Die Angst der Menschen mit Downsyndrom als hässlich zu gelten
Im Laufe des Stückes werden viele weitere Themen verhandelt, die geschickt in die Haupthandlung eingebaut sind: Etwa die Angst der Menschen mit Downsyndrom als hässlich zu gelten, wie empfinden und fühlen und leben Menschen Liebe, Treue und Beziehungsfähigkeit? Dazu gibt es eindrucksvolle Sequenzen, die in einer Zwischengeschichte mit einem Selbstmörder spielen. Dann der Kinderwunsch, der mit dem Wunsch keine Kinder kriegen zu müssen, verbunden wird. zu Beginn des Stücks tritt außerdem ein Mär-Wolf (Mario Gaulke) auf, ein Ausbeutung, Grausamkeit und Gier verkörperndes Monster. Interessant ist auch die Wandlung, die die Betreuerin Zizi vollzieht, von einer künstlich-freundlichen über den Betreuten stehenden Frau hin zu einer, die im gleichen Boot der Ausblutung sozialer Projekte sitzt. Sie kommt auf die Idee, sich mit den Bewohnern, im Tingeltangel verkleidet, auf dem Jahrmarkt auszustellen.
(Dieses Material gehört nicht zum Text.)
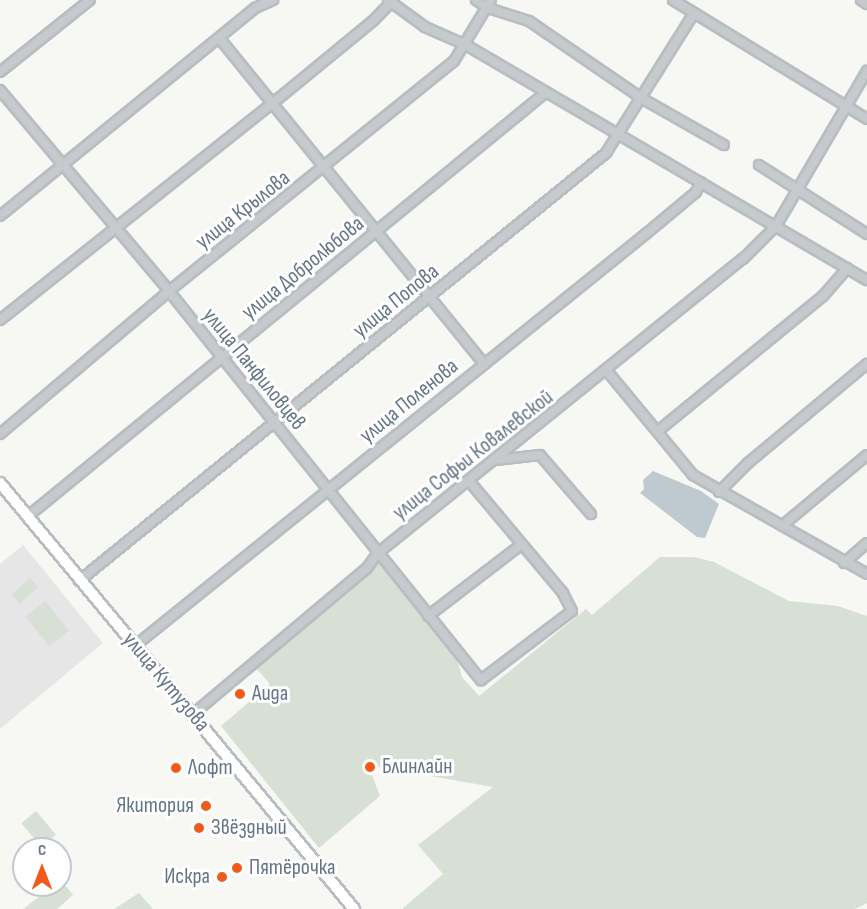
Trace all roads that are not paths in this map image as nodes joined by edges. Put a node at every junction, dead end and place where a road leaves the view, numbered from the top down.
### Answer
1 (90, 0) edge
2 (273, 0) edge
3 (476, 0) edge
4 (673, 0) edge
5 (861, 0) edge
6 (391, 1) edge
7 (490, 4) edge
8 (867, 4) edge
9 (694, 13) junction
10 (219, 39) junction
11 (466, 45) junction
12 (867, 70) edge
13 (0, 72) edge
14 (0, 90) edge
15 (545, 93) junction
16 (643, 99) junction
17 (273, 103) junction
18 (846, 106) junction
19 (867, 119) edge
20 (618, 135) junction
21 (724, 145) dead end
22 (63, 165) junction
23 (759, 165) dead end
24 (326, 167) junction
25 (701, 182) junction
26 (797, 187) junction
27 (0, 216) edge
28 (776, 226) junction
29 (116, 229) junction
30 (377, 230) junction
31 (867, 234) edge
32 (847, 268) junction
33 (867, 280) edge
34 (169, 291) junction
35 (429, 297) junction
36 (0, 320) edge
37 (222, 358) junction
38 (484, 364) junction
39 (867, 364) edge
40 (608, 371) junction
41 (274, 423) junction
42 (658, 432) junction
43 (0, 434) edge
44 (867, 455) edge
45 (496, 460) junction
46 (469, 481) junction
47 (0, 483) edge
48 (328, 488) junction
49 (719, 492) junction
50 (591, 514) dead end
51 (27, 517) junction
52 (783, 525) junction
53 (867, 543) edge
54 (521, 545) junction
55 (378, 553) junction
56 (844, 562) junction
57 (867, 574) edge
58 (79, 581) junction
59 (428, 616) junction
60 (136, 645) junction
61 (193, 714) junction
62 (354, 909) edge

1 - 13 street
2 - 10 street
3 - 7 street
4 - 9 street
5 - 8 street
6 - 11 street
6 - 17 street
7 - 11 street, улица Крылова
7 - 16 street
9 - 16 street, улица Попова
9 - 18 street
10 - 17 street
10 - 22 street
11 - 15 street
11 - 24 street, улица Крылова
12 - 18 street, улица Софьи Ковалевской
14 - 22 street, улица Панфиловцев
15 - 20 street
15 - 30 street, улица Добролюбова
16 - 20 street, улица Попова
16 - 21 street
17 - 24 street
17 - 29 street
18 - 19 street
18 - 26 street, улица Софьи Ковалевской
20 - 25 street
20 - 35 street, улица Попова
22 - 27 street
22 - 29 street, улица Панфиловцев
23 - 26 street
24 - 30 street
24 - 34 street, улица Крылова
25 - 28 street
25 - 38 street, улица Поленова
26 - 28 street, улица Софьи Ковалевской
26 - 31 street
28 - 32 street
28 - 40 street, улица Софьи Ковалевской
29 - 34 street, улица Панфиловцев
29 - 36 street
30 - 35 street
30 - 37 street, улица Добролюбова
32 - 33 street
32 - 42 street
34 - 37 street, улица Панфиловцев
34 - 43 street, улица Крылова
35 - 38 street
35 - 41 street, улица Попова
37 - 41 street, улица Панфиловцев
37 - 51 street, улица Добролюбова
38 - 48 street, улица Поленова
39 - 49 street
40 - 42 street
40 - 45 street, улица Софьи Ковалевской
41 - 48 street, улица Панфиловцев
41 - 58 street, улица Попова
42 - 49 street
44 - 52 street
45 - 46 street, улица Софьи Ковалевской
45 - 50 street
46 - 54 street
46 - 55 street, улица Софьи Ковалевской
47 - 51 main road, улица Кутузова
48 - 55 street, улица Панфиловцев
48 - 60 street, улица Поленова
49 - 52 street
51 - 58 main road, улица Кутузова
52 - 56 street
53 - 56 street
54 - 59 street
54 - 59 street, улица Панфиловцев
55 - 59 street, улица Панфиловцев
55 - 61 street, улица Софьи Ковалевской
56 - 57 street
58 - 60 main road, улица Кутузова
60 - 61 main road, улица Кутузова
61 - 62 main road, улица Кутузова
Kein inklusives Mitleidstheater
Ein großartiges, zeitgeschichtliches Theaterstück für Erwachsene jeden Alters. Kein inklusives Mitleidstheater sondern große Brecht-Bühne! Mit sehr guter jazziger Livemusik, eigens komponiert von Ernst Bechert und Stefan Dohanetz, die zusammen mit Moritz Höhne, (Bass, Trompete und Percussion) in einer kleinen Band im Hintergrund spielt, dazu Bühne und Kostüme, die äußerst phantasievoll sind, Plastik und Abfälle verarbeitend, dem Thema angemessen, in grau und regen-angeschmuddelten Farben, super originell, nie formal überbordet . Unbedingt hingehen!